Caleb Foote, Elizabeth Josselyn Boalt Professor of Law, Emeritus, passed away in Santa Rosa, California, last week following a brief hospital stay. He was 89.
“He was one of the nation’s preeminent scholars and teachers in both family law and criminal law,” said Dean Christopher Edley in a message to the Boalt community.
Foote joined the Boalt faculty in 1965, specializing in criminal justice and constitutional law issues until his retirement in 1987. He was a prominent advocate for bail reform, and was widely recognized for his 1966 book Studies on Bail. Foote was also the author of a leading casebook on family law and wrote The Culture of the University: Governance and Education, a report of the Student-Faculty Study Commission on University Governance, on which he served as co-chair. In 1983, Foote received the prestigious UC Berkeley Distinguished Teaching Award for teaching excellence.

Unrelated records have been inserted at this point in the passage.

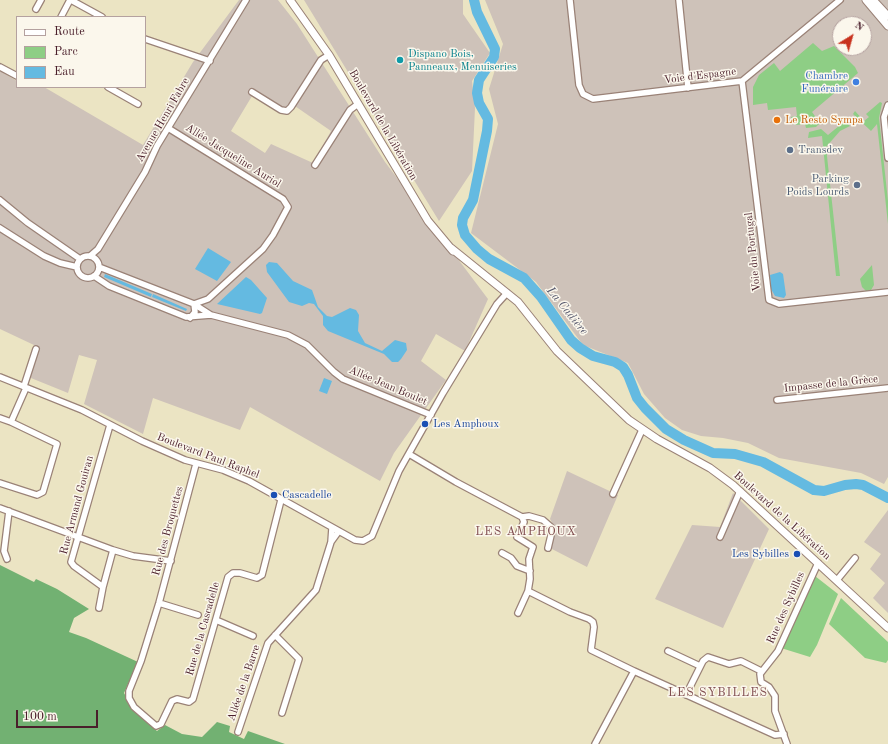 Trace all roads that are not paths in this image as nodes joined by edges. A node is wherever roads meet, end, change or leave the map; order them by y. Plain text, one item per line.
1 (41, 0) edge
2 (71, 0) edge
3 (246, 0) edge
4 (290, 0) edge
5 (294, 0) edge
6 (570, 0) edge
7 (678, 0) edge
8 (840, 0) edge
9 (866, 0) edge
10 (873, 0) edge
11 (36, 8) dead end
12 (299, 12) junction
13 (62, 16) edge
14 (100, 16) edge
15 (888, 16) edge
16 (888, 26) edge
17 (146, 39) edge
18 (329, 55) junction
19 (210, 61) junction
20 (0, 67) edge
21 (16, 75) edge
22 (742, 81) junction
23 (110, 88) edge
24 (688, 88) junction
25 (252, 92) dead end
26 (138, 104) dead end
27 (358, 104) junction
28 (888, 105) edge
29 (168, 128) junction
30 (888, 158) edge
31 (315, 165) dead end
32 (0, 200) edge
33 (0, 228) edge
34 (98, 250) junction
35 (90, 256) junction
36 (80, 259) junction
37 (96, 260) junction
38 (77, 267) junction
39 (99, 267) junction
40 (94, 276) junction
41 (888, 292) edge
42 (506, 294) junction
43 (194, 304) junction
44 (211, 315) junction
45 (190, 318) junction
46 (36, 349) dead end
47 (0, 377) edge
48 (25, 387) junction
49 (888, 388) edge
50 (777, 400) dead end
51 (430, 415) junction
52 (0, 418) edge
53 (11, 422) junction
54 (110, 425) junction
55 (642, 430) junction
56 (409, 454) junction
57 (196, 464) junction
58 (0, 483) edge
59 (740, 491) junction
60 (613, 494) dead end
61 (281, 500) junction
62 (0, 508) edge
63 (9, 511) junction
64 (522, 517) junction
65 (332, 528) junction
66 (339, 531) junction
67 (720, 536) dead end
68 (78, 537) junction
69 (331, 542) junction
70 (548, 548) dead end
71 (113, 550) junction
72 (502, 553) dead end
73 (7, 558) dead end
74 (854, 558) dead end
75 (171, 561) junction
76 (818, 563) junction
77 (530, 571) junction
78 (837, 580) junction
79 (103, 587) junction
80 (528, 591) junction
81 (159, 603) junction
82 (99, 608) dead end
83 (518, 613) dead end
84 (198, 615) dead end
85 (216, 620) junction
86 (888, 628) edge
87 (275, 635) junction
88 (253, 636) dead end
89 (668, 651) dead end
90 (700, 666) junction
91 (634, 671) junction
92 (761, 671) junction
93 (686, 695) junction
94 (282, 713) dead end
95 (156, 726) joint
96 (238, 732) dead end
97 (784, 734) junction
98 (595, 744) edge
99 (787, 744) edge

1 - 11 street
2 - 13 street
2 - 14 street
3 - 19 street, Avenue Henri Fabre
4 - 12 street, Boulevard de la Libération
5 - 12 street, Boulevard de la Libération
6 - 24 street, Voie d'Espagne
7 - 24 street
8 - 22 street, Voie d'Espagne
9 - 16 street
10 - 15 street
12 - 18 street, Boulevard de la Libération
17 - 19 street
18 - 25 street
18 - 27 street, Boulevard de la Libération
19 - 29 street, Avenue Henri Fabre
20 - 21 street
22 - 24 street, Voie d'Espagne
22 - 41 street, Voie du Portugal
23 - 26 street
27 - 31 street
27 - 42 street, Boulevard de la Libération
28 - 30 street
29 - 34 street, Avenue Henri Fabre
29 - 43 street, Allée Jacqueline Auriol
32 - 36 street
33 - 38 street
34 - 35 street, Avenue Henri Fabre
34 - 37 street, Avenue Henri Fabre
35 - 36 street
35 - 37 street
36 - 38 street
37 - 39 street
38 - 40 street
39 - 40 street
39 - 43 street
40 - 45 street
42 - 51 street, Boulevard Paul Raphel
42 - 55 street, Boulevard de la Libération
43 - 44 street
43 - 45 street
44 - 45 street
44 - 51 street, Allée Jean Boulet
46 - 48 street
47 - 48 street, Boulevard Paul Raphel
48 - 53 street
48 - 54 street, Boulevard Paul Raphel
49 - 50 street, Impasse de la Grèce
51 - 56 street, Boulevard Paul Raphel
52 - 53 street
53 - 58 street
54 - 57 street, Boulevard Paul Raphel
54 - 68 street, Rue Armand Gouiran
55 - 59 street, Boulevard de la Libération
55 - 60 street
56 - 64 street
56 - 66 street, Boulevard Paul Raphel
57 - 61 street, Boulevard Paul Raphel
57 - 75 street, Rue des Broquettes
59 - 67 street
59 - 76 street, Boulevard de la Libération
61 - 65 street, Boulevard Paul Raphel
61 - 85 street, Rue de la Cascadelle
62 - 63 street
63 - 68 street
63 - 73 street
64 - 70 street
64 - 77 street
65 - 66 street, Boulevard Paul Raphel
65 - 69 street, Allée de la Barre
66 - 69 street, Allée de la Barre
68 - 71 street
68 - 79 street, Rue Armand Gouiran
69 - 87 street, Allée de la Barre
71 - 75 street
71 - 79 street
72 - 77 street
74 - 78 street
75 - 81 street, Rue des Broquettes
76 - 78 street, Boulevard de la Libération
76 - 92 street, Rue des Sybilles
77 - 80 street
78 - 86 street, Boulevard de la Libération
79 - 82 street
80 - 83 street
80 - 91 street
81 - 84 street
81 - 95 street, Rue des Broquettes
85 - 88 street
85 - 95 street, Rue de la Cascadelle
87 - 94 street
87 - 96 street, Allée de la Barre
89 - 90 street
90 - 92 street
90 - 93 street
91 - 93 street
91 - 98 street
92 - 97 street
93 - 97 street
97 - 99 street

Born and raised in New England, Foote earned his undergraduate degree from Harvard University in 1939 and a master’s in economics from Columbia University two years later. Foote’s interest in law grew out of his experience as a conscientious objector during World War II. Foote received an LL.B. in 1950 from the University of Pennsylvania, and began his teaching career as an associate law professor at the University of Nebraska. Foote returned to the University of Pennsylvania in 1956 as a professor of law and worked there for nine years prior to coming to Boalt.
Foote is survived by his wife, Hope, and their five children, Robert, Heather, Andrew, Ethan and David. He spent his final years in the Point Reyes area of California.